Abyśmy mogli czuć się bezpiecznie Policjanci i Strażnicy Miejscy w okresie świątecznym nie rezygnują ze służby.
- Generalnie dla nas, Strażników Miejskich, nie ma dni świątecznych, bo wszystkie są robocze. Pracujemy 24 godziny na dobę. Służba musi być zapewniona. Każdemu przypada, któryś dzień świąteczny. To jest specyfika tego zawodu. Podejmując prace w służbach trzeba się liczyć z pewnymi „uniedogodnieniami”. Sam podchodzę do tego z lekkim dystansem. Wiadomo, że zawsze ciągnie do rodziny, ale taka jest nasza rola. Nie ma się co użalać – komentuje Andrzej Nowak ze Straży Miejskiej.
Sytuacja podobnie wygląda z punkt widzenia strażaków. Oni również, niezależnie od tego czy to zwykły dzień roboczy, czy święto są przygotowani, by w każdej chwili wyjechać na akcję.
-Z punktu widzenia Straży Pożarnej jest to dyżur jak w każdą niedzielę i jest trochę inny tok pracy. Tworzy się tu taka społeczność, która można na siebie liczyć i często ci, którzy nie mają tego dnia służby przychodzą na dyżur. W jednostce strażacy zasiadają do wspólnej wigilii, dzielą się opłatkiem i zapominają o niesnaskach. Żal jest zostawić rodzinę, jednak każdy zdaje sobie sprawę, że praca w systemie ciągłym z tym się wiąże. Każdy kto decyduje się na pracę w Państwowej Straży Pożarnej wie, jak to działa. Rodziny są do tego przyzwyczajone i wiedzą, że tak wygląda nasza służba- ocenia Klaudiusz Cop z Komendy Miejskiej PSP w Rudzie Śląskiej.

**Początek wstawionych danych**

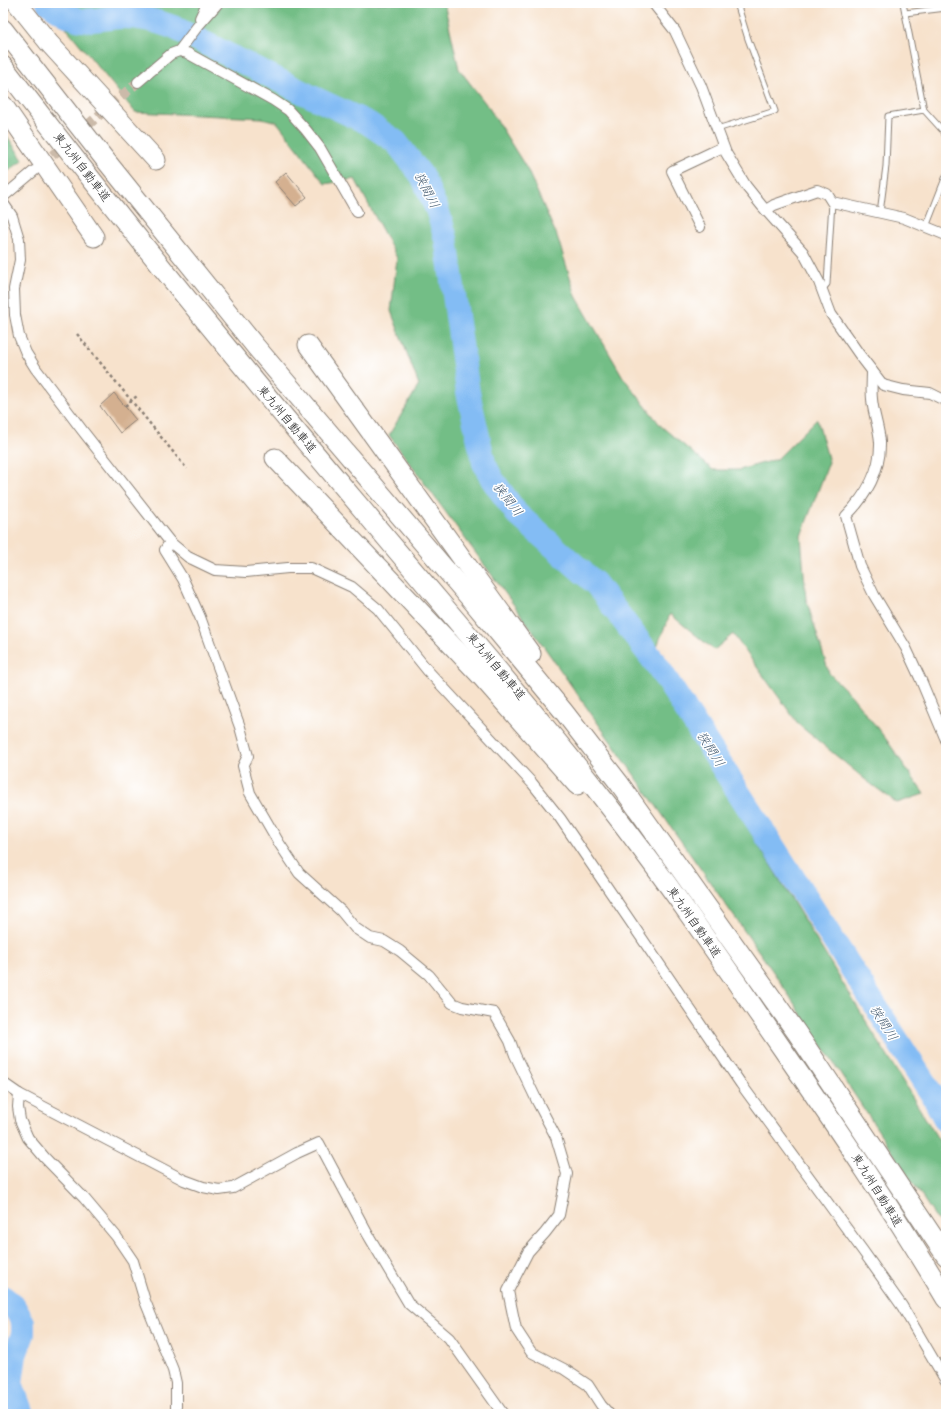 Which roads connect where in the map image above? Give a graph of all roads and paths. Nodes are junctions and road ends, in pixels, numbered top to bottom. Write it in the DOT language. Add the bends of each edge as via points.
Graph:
graph roads {
  1 [pos="17,3"];
  2 [pos="207,3"];
  3 [pos="218,3"];
  4 [pos="653,3"];
  5 [pos="737,3"];
  6 [pos="903,3"];
  7 [pos="946,8"];
  8 [pos="904,13"];
  9 [pos="197,27"];
  10 [pos="3,29"];
  11 [pos="180,51"];
  12 [pos="5,69"];
  13 [pos="138,82"];
  14 [pos="3,105"];
  15 [pos="924,110"];
  16 [pos="716,129"];
  17 [pos="946,138"];
  18 [pos="723,146"];
  19 [pos="156,160"];
  20 [pos="34,171"];
  21 [pos="946,176"];
  22 [pos="3,197"];
  23 [pos="832,202"];
  24 [pos="3,203"];
  25 [pos="766,210"];
  26 [pos="357,212"];
  27 [pos="880,213"];
  28 [pos="700,227"];
  29 [pos="926,227"];
  30 [pos="946,235"];
  31 [pos="94,237"];
  32 [pos="822,290"];
  33 [pos="77,334"];
  34 [pos="308,345"];
  35 [pos="872,371"];
  36 [pos="137,396"];
  37 [pos="132,401"];
  38 [pos="946,401"];
  39 [pos="125,406"];
  40 [pos="275,458"];
  41 [pos="187,468"];
  42 [pos="170,542"];
  43 [pos="946,740"];
  44 [pos="619,783"];
  45 [pos="738,984"];
  46 [pos="3,1084"];
  47 [pos="19,1094"];
  48 [pos="946,1256"];
  49 [pos="946,1299"];
  50 [pos="946,1381"];
  51 [pos="176,1414"];
  52 [pos="503,1414"];
  53 [pos="609,1414"];
  1 -- 19 [label="highway" via="49,44"];
  2 -- 9 [label="street"];
  3 -- 9 [label="street"];
  4 -- 16 [label="street" via="675,31 701,86"];
  5 -- 16 [label="lane" via="775,111"];
  6 -- 8 [label="lane"];
  7 -- 8 [label="lane"];
  8 -- 15 [label="lane"];
  9 -- 11 [label="street"];
  10 -- 44 [label="highway, 東九州自動車道" via="256,347 474,603"];
  11 -- 13 [label="street" via="171,54"];
  11 -- 26 [label="street" via="288,110 320,148"];
  12 -- 45 [label="highway, 東九州自動車道" via="240,362 598,792"];
  14 -- 31 [label="highway"];
  15 -- 17 [label="lane" via="944,132"];
  15 -- 27 [label="lane" via="888,116 886,166"];
  16 -- 18 [label="street"];
  18 -- 25 [label="street" via="746,186"];
  18 -- 28 [label="street" via="672,171"];
  20 -- 22 [label="street"];
  21 -- 29 [label="lane"];
  23 -- 25 [label="street" via="827,194 817,190"];
  23 -- 27 [label="street"];
  23 -- 32 [label="lane" via="827,284"];
  24 -- 42 [label="street" via="12,216 19,239 20,260 14,289 15,315 26,353 82,430"];
  25 -- 32 [label="street" via="803,252"];
  27 -- 29 [label="street" via="904,218"];
  29 -- 30 [label="street"];
  32 -- 35 [label="street" via="832,314"];
  33 -- 37 [label="path"];
  34 -- 44 [label="highway" via="556,689"];
  35 -- 38 [label="street" via="883,386 930,393"];
  35 -- 43 [label="street" via="872,400 880,441 878,465 871,483 846,516 860,566 906,648"];
  36 -- 37 [label="path"];
  37 -- 39 [label="path"];
  37 -- 41 [label="path"];
  40 -- 45 [label="highway" via="480,675 571,779"];
  42 -- 50 [label="street" via="188,557 215,570 246,572 311,568 352,587 378,609 428,671 532,783 560,818 742,1084 902,1306"];
  42 -- 53 [label="street" via="165,550 183,579 200,617 240,727 248,756 242,766 250,793 299,873 341,911 355,928 370,938 384,941 400,951 429,975 452,1003 494,1014 510,1041 514,1055 556,1137 567,1174 559,1215 528,1252 508,1291 516,1329 531,1352 588,1384"];
  44 -- 48 [label="highway, 東九州自動車道" via="797,1033"];
  45 -- 49 [label="highway, 東九州自動車道" via="848,1143"];
  46 -- 47 [label="street"];
  47 -- 51 [label="street" via="20,1120 28,1138 84,1198 133,1261 145,1301 173,1370 176,1384"];
  47 -- 52 [label="street" via="184,1180 219,1190 233,1188 320,1143 367,1233 409,1304 449,1338"];
}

Praca nie może też ustać w szpitalach. Co prawda większość chorych wychodzi do domu na święta, jednak stale pojawiają się nowi pacjenci.
- Praca w święta nie różni się szczególnie od tej w każdy inny dzień roku. Ciężkie przypadki zdarzają się niezależnie od daty w kalendarzu. W okresie świątecznym przybywa pacjentów skarżących się na bóle brzucha, które wynikają z błędów dietetycznych, zatrucia i osób nadużywających alkoholu. Nie jest łatwo wstać od świątecznego stołu, kiedy wszyscy są rozluźnieni, pełni tego szczególnego nastroju i radości. Zwłaszcza, że dzięki rodzinnym spotkaniom, czas w święta jakby spowalnia. Ciężko wychodzi się z domu, gdy rodzina siedzi w cieple przy choince, a trzeba iść do „innego świata” gdzie ludzie cierpią – mówi Bożena Pach, pielęgniarka.
Praca w święta nie należy do najłatwiejszych. Emocje i specyficzna atmosfera nie pomagają od rodzinnego stołu. Jednak ktoś pracować musi, by inny mogli świętować.